#### [Task to carry out]
The listing below should be printed again word for word, without any images.

** Opening Available data block **

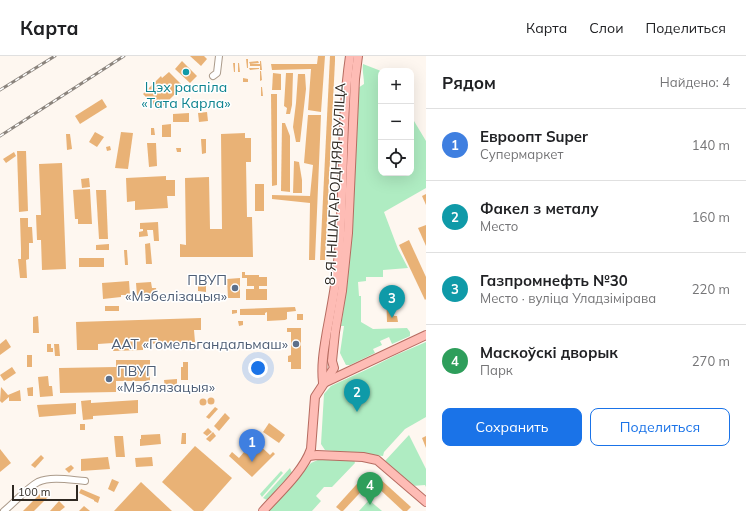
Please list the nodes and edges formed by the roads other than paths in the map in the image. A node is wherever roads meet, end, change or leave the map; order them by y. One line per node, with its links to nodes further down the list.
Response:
1 (219, 56): 4 (street)
2 (350, 56): 8 (main road, 8-Я ІНШАГАРОДНЯЯ ВУЛІЦА)
3 (358, 56): 6 (main road, 8-Я ІНШАГАРОДНЯЯ ВУЛІЦА)
4 (213, 76)
5 (426, 335): 7 (main road)
6 (332, 361): 7 (main road); 8 (main road, 8-Я ІНШАГАРОДНЯЯ ВУЛІЦА)
7 (346, 373): 8 (main road)
8 (323, 383): 9 (main road)
9 (308, 456): 11 (main road); 13 (main road)
10 (85, 481): 12 (street)
11 (426, 502)
12 (4, 511)
13 (263, 511)

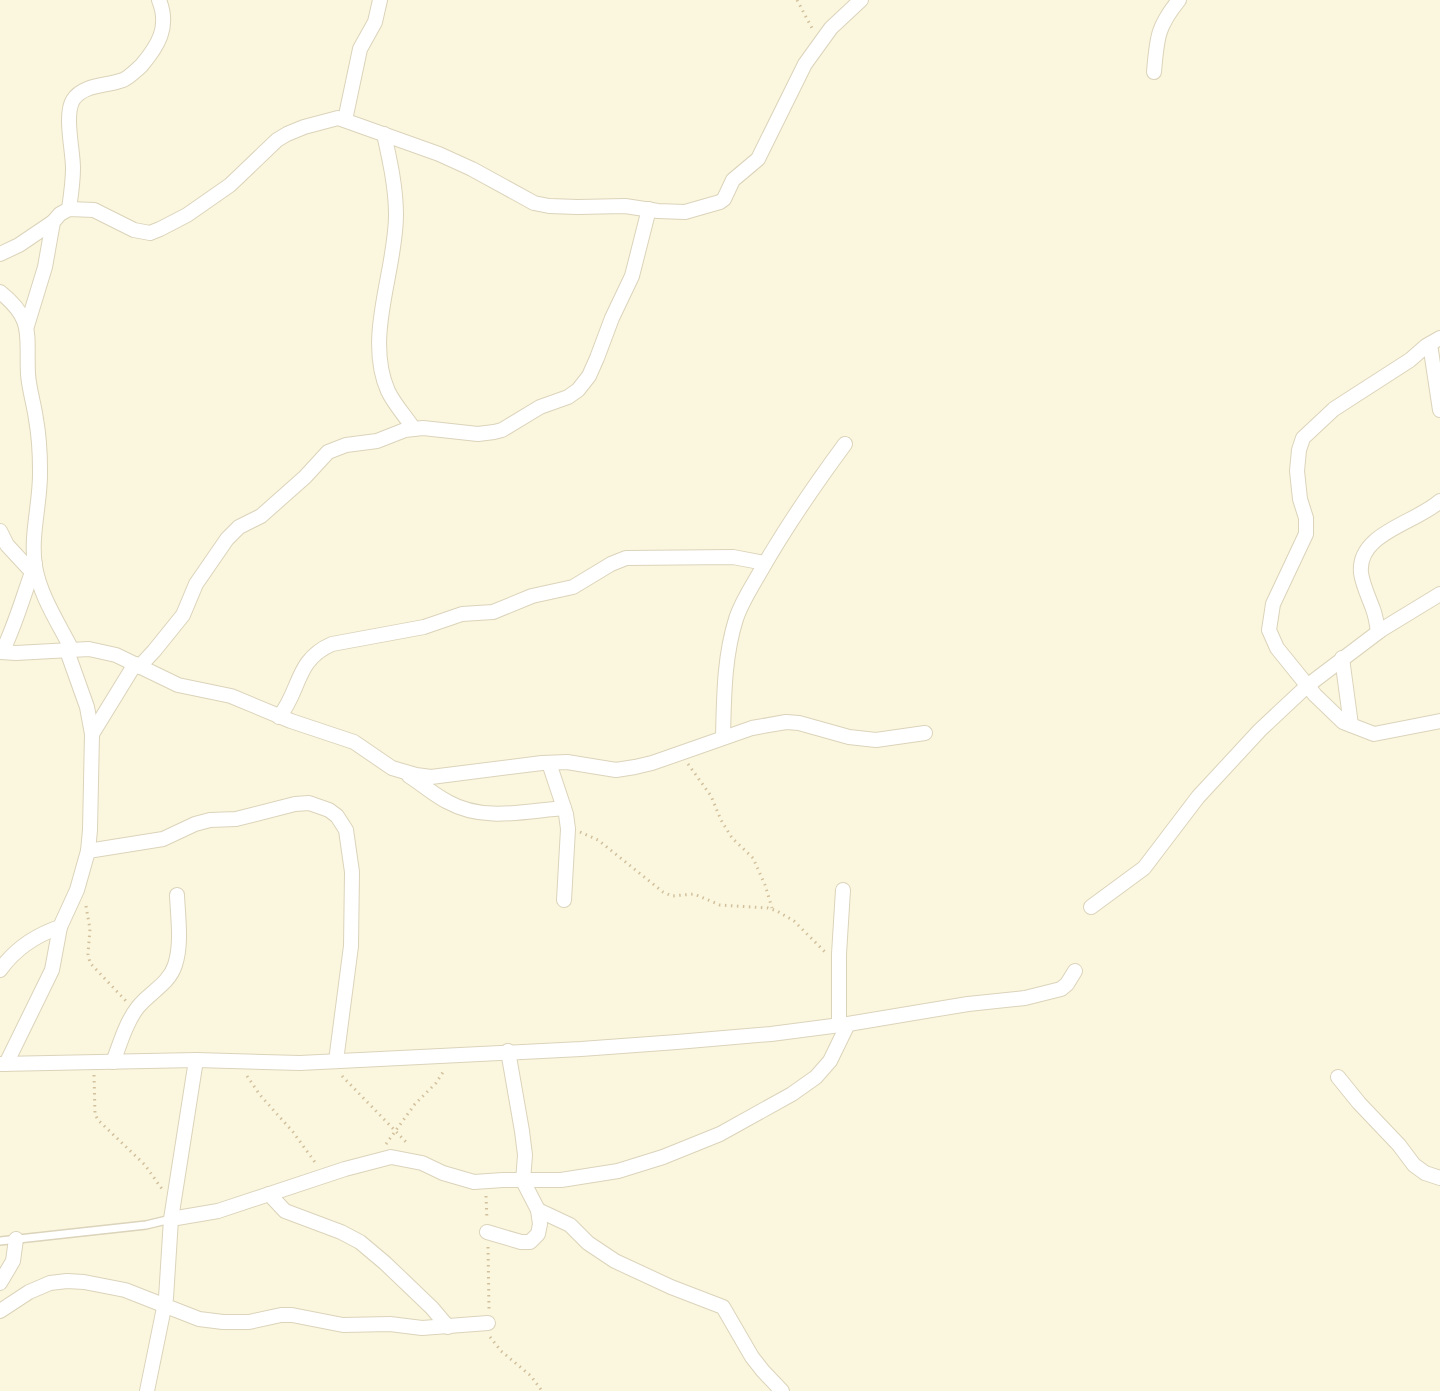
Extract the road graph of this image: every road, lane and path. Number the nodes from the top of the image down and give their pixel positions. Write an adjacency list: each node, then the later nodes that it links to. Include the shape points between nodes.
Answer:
1 (159, 0): 10 (street, via 162,36 146,59 122,81 80,93 69,109 73,166)
2 (380, 0): 8 (street, via 375,22 360,49)
3 (797, 0): 6 (path)
4 (861, 0): 6 (street)
5 (1179, 0): 7 (street, via 1160,28)
6 (821, 42): 11 (street, via 805,64 758,159 733,180 724,198 685,212)
7 (1154, 72)
8 (345, 120): 9 (street); 10 (street, via 338,118 287,134 210,200 150,233 134,230 94,210)
9 (384, 134): 11 (street, via 472,169 534,203); 18 (street, via 396,216 379,347 388,392)
10 (69, 209): 12 (street)
11 (649, 209): 18 (street, via 632,276 589,376 578,390 494,432)
12 (53, 222): 13 (street); 15 (street, via 45,267)
13 (0, 254)
14 (0, 292): 15 (street, via 22,314)
15 (27, 326): 23 (street, via 28,375 37,420 40,471)
16 (1435, 341): 17 (street); 30 (street, via 1334,409 1303,438 1297,471 1306,534 1273,604 1269,630 1276,648)
17 (1440, 410)
18 (414, 429): 29 (street, via 328,452 261,516 240,526 201,576 183,615)
19 (845, 444): 22 (street)
20 (1440, 501): 25 (street, via 1385,534 1364,553 1361,574)
21 (0, 531): 23 (street, via 7,545)
22 (765, 563): 31 (street, via 733,557 626,558 573,586 531,596 499,611 451,616 424,627 332,644 309,658 289,705); 36 (street, via 736,618 725,674)
23 (33, 568): 26 (street); 27 (street)
24 (1440, 594): 25 (street)
25 (1378, 632): 28 (street)
26 (69, 651): 27 (street); 29 (street, via 89,649 116,655); 35 (street)
27 (1, 652)
28 (1342, 658): 30 (street); 33 (street)
29 (137, 666): 31 (street, via 178,685 231,696); 35 (street)
30 (1307, 686): 33 (street, via 1331,712); 47 (street, via 1198,797 1144,868)
31 (279, 717): 39 (street, via 354,742)
32 (1440, 721): 33 (street, via 1374,734)
33 (1351, 725)
34 (925, 733): 36 (street, via 876,740 786,722)
35 (92, 734): 42 (street)
36 (723, 737): 37 (street)
37 (680, 753): 38 (street, via 616,770); 48 (path, via 711,796 732,838 753,858)
38 (549, 763): 39 (street, via 431,777); 40 (street)
39 (404, 772): 40 (street, via 449,803 474,812 494,815)
40 (564, 808): 41 (street)
41 (568, 829): 46 (street); 48 (path, via 598,840 672,896 694,894 720,905)
42 (88, 851): 43 (street); 59 (street, via 163,839 210,820 236,819 295,804 309,803 338,816 346,830 352,872 351,946)
43 (78, 884): 49 (street); 53 (path, via 88,915 90,963)
44 (843, 890): 50 (street)
45 (177, 896): 53 (street, via 178,940 173,972)
46 (564, 900)
47 (1091, 907)
48 (772, 909): 50 (path, via 794,921)
49 (60, 927): 51 (street, via 25,944); 62 (street, via 52,970)
50 (839, 965): 54 (street)
51 (0, 970)
52 (1075, 970): 54 (street, via 1061,989 1041,995)
53 (135, 1011): 61 (street)
54 (843, 1025): 55 (street, via 676,1042); 68 (street, via 830,1061 816,1077 720,1134 618,1172)
55 (508, 1051): 56 (street); 68 (street, via 525,1155)
56 (454, 1055): 59 (street); 64 (path, via 436,1083)
57 (196, 1060): 58 (street); 61 (street); 72 (street)
58 (238, 1061): 59 (street); 66 (path, via 260,1095)
59 (332, 1061): 64 (path)
60 (93, 1062): 61 (street); 62 (street); 72 (path, via 98,1120 145,1166)
61 (113, 1062)
62 (3, 1064)
63 (1338, 1077): 67 (street, via 1414,1165)
64 (394, 1132): 65 (path)
65 (374, 1160): 66 (street); 69 (street, via 391,1156 408,1159 463,1179)
66 (326, 1175): 70 (street)
67 (1440, 1178)
68 (523, 1181): 69 (street); 71 (street)
69 (485, 1182): 73 (path)
70 (268, 1194): 72 (street, via 218,1211); 80 (street, via 285,1211 341,1232 369,1249)
71 (538, 1210): 73 (street, via 538,1234 530,1242); 83 (street, via 570,1225 615,1261 723,1307 752,1357)
72 (172, 1212): 74 (lane, via 146,1225); 77 (street)
73 (487, 1232): 79 (path)
74 (16, 1239): 75 (lane); 76 (street, via 13,1261)
75 (0, 1241)
76 (0, 1283)
77 (165, 1305): 78 (street, via 125,1290 67,1281 29,1292); 80 (street, via 199,1319 224,1322 292,1315 343,1325); 81 (street)
78 (0, 1311)
79 (488, 1323): 80 (street); 82 (path, via 492,1342 531,1376)
80 (448, 1327)
81 (147, 1391)
82 (542, 1391)
83 (782, 1391)

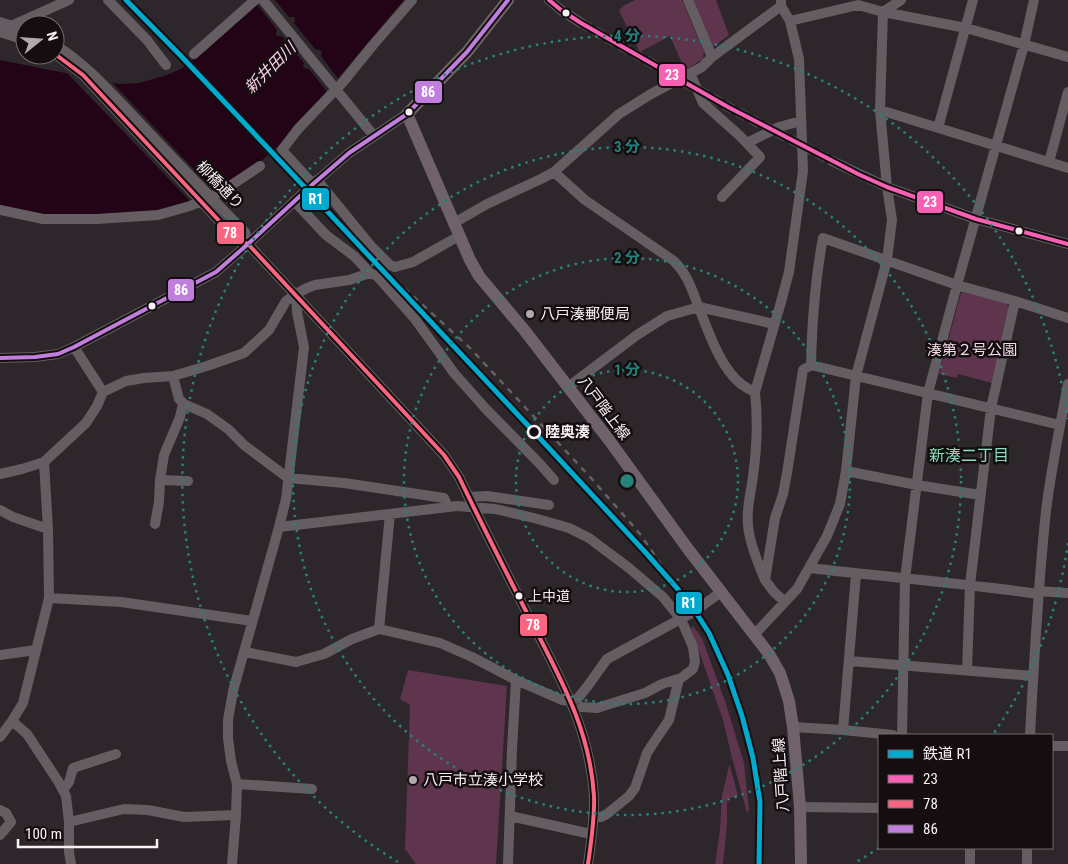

** Closing Available data block **

#### [Response]
Please list the nodes and edges formed by the roads other than paths in the map in the image. A node is wherever roads meet, end, change or leave the map; order them by y. One line per node, with its links to nodes further down the list.
Response:
1 (219, 56): 4 (street)
2 (350, 56): 8 (main road, 8-Я ІНШАГАРОДНЯЯ ВУЛІЦА)
3 (358, 56): 6 (main road, 8-Я ІНШАГАРОДНЯЯ ВУЛІЦА)
4 (213, 76)
5 (426, 335): 7 (main road)
6 (332, 361): 7 (main road); 8 (main road, 8-Я ІНШАГАРОДНЯЯ ВУЛІЦА)
7 (346, 373): 8 (main road)
8 (323, 383): 9 (main road)
9 (308, 456): 11 (main road); 13 (main road)
10 (85, 481): 12 (street)
11 (426, 502)
12 (4, 511)
13 (263, 511)

Extract the road graph of this image: every road, lane and path. Number the nodes from the top of the image down and give their pixel positions. Write an adjacency list: each node, then the later nodes that it links to. Include the shape points between nodes.
Answer:
1 (159, 0): 10 (street, via 162,36 146,59 122,81 80,93 69,109 73,166)
2 (380, 0): 8 (street, via 375,22 360,49)
3 (797, 0): 6 (path)
4 (861, 0): 6 (street)
5 (1179, 0): 7 (street, via 1160,28)
6 (821, 42): 11 (street, via 805,64 758,159 733,180 724,198 685,212)
7 (1154, 72)
8 (345, 120): 9 (street); 10 (street, via 338,118 287,134 210,200 150,233 134,230 94,210)
9 (384, 134): 11 (street, via 472,169 534,203); 18 (street, via 396,216 379,347 388,392)
10 (69, 209): 12 (street)
11 (649, 209): 18 (street, via 632,276 589,376 578,390 494,432)
12 (53, 222): 13 (street); 15 (street, via 45,267)
13 (0, 254)
14 (0, 292): 15 (street, via 22,314)
15 (27, 326): 23 (street, via 28,375 37,420 40,471)
16 (1435, 341): 17 (street); 30 (street, via 1334,409 1303,438 1297,471 1306,534 1273,604 1269,630 1276,648)
17 (1440, 410)
18 (414, 429): 29 (street, via 328,452 261,516 240,526 201,576 183,615)
19 (845, 444): 22 (street)
20 (1440, 501): 25 (street, via 1385,534 1364,553 1361,574)
21 (0, 531): 23 (street, via 7,545)
22 (765, 563): 31 (street, via 733,557 626,558 573,586 531,596 499,611 451,616 424,627 332,644 309,658 289,705); 36 (street, via 736,618 725,674)
23 (33, 568): 26 (street); 27 (street)
24 (1440, 594): 25 (street)
25 (1378, 632): 28 (street)
26 (69, 651): 27 (street); 29 (street, via 89,649 116,655); 35 (street)
27 (1, 652)
28 (1342, 658): 30 (street); 33 (street)
29 (137, 666): 31 (street, via 178,685 231,696); 35 (street)
30 (1307, 686): 33 (street, via 1331,712); 47 (street, via 1198,797 1144,868)
31 (279, 717): 39 (street, via 354,742)
32 (1440, 721): 33 (street, via 1374,734)
33 (1351, 725)
34 (925, 733): 36 (street, via 876,740 786,722)
35 (92, 734): 42 (street)
36 (723, 737): 37 (street)
37 (680, 753): 38 (street, via 616,770); 48 (path, via 711,796 732,838 753,858)
38 (549, 763): 39 (street, via 431,777); 40 (street)
39 (404, 772): 40 (street, via 449,803 474,812 494,815)
40 (564, 808): 41 (street)
41 (568, 829): 46 (street); 48 (path, via 598,840 672,896 694,894 720,905)
42 (88, 851): 43 (street); 59 (street, via 163,839 210,820 236,819 295,804 309,803 338,816 346,830 352,872 351,946)
43 (78, 884): 49 (street); 53 (path, via 88,915 90,963)
44 (843, 890): 50 (street)
45 (177, 896): 53 (street, via 178,940 173,972)
46 (564, 900)
47 (1091, 907)
48 (772, 909): 50 (path, via 794,921)
49 (60, 927): 51 (street, via 25,944); 62 (street, via 52,970)
50 (839, 965): 54 (street)
51 (0, 970)
52 (1075, 970): 54 (street, via 1061,989 1041,995)
53 (135, 1011): 61 (street)
54 (843, 1025): 55 (street, via 676,1042); 68 (street, via 830,1061 816,1077 720,1134 618,1172)
55 (508, 1051): 56 (street); 68 (street, via 525,1155)
56 (454, 1055): 59 (street); 64 (path, via 436,1083)
57 (196, 1060): 58 (street); 61 (street); 72 (street)
58 (238, 1061): 59 (street); 66 (path, via 260,1095)
59 (332, 1061): 64 (path)
60 (93, 1062): 61 (street); 62 (street); 72 (path, via 98,1120 145,1166)
61 (113, 1062)
62 (3, 1064)
63 (1338, 1077): 67 (street, via 1414,1165)
64 (394, 1132): 65 (path)
65 (374, 1160): 66 (street); 69 (street, via 391,1156 408,1159 463,1179)
66 (326, 1175): 70 (street)
67 (1440, 1178)
68 (523, 1181): 69 (street); 71 (street)
69 (485, 1182): 73 (path)
70 (268, 1194): 72 (street, via 218,1211); 80 (street, via 285,1211 341,1232 369,1249)
71 (538, 1210): 73 (street, via 538,1234 530,1242); 83 (street, via 570,1225 615,1261 723,1307 752,1357)
72 (172, 1212): 74 (lane, via 146,1225); 77 (street)
73 (487, 1232): 79 (path)
74 (16, 1239): 75 (lane); 76 (street, via 13,1261)
75 (0, 1241)
76 (0, 1283)
77 (165, 1305): 78 (street, via 125,1290 67,1281 29,1292); 80 (street, via 199,1319 224,1322 292,1315 343,1325); 81 (street)
78 (0, 1311)
79 (488, 1323): 80 (street); 82 (path, via 492,1342 531,1376)
80 (448, 1327)
81 (147, 1391)
82 (542, 1391)
83 (782, 1391)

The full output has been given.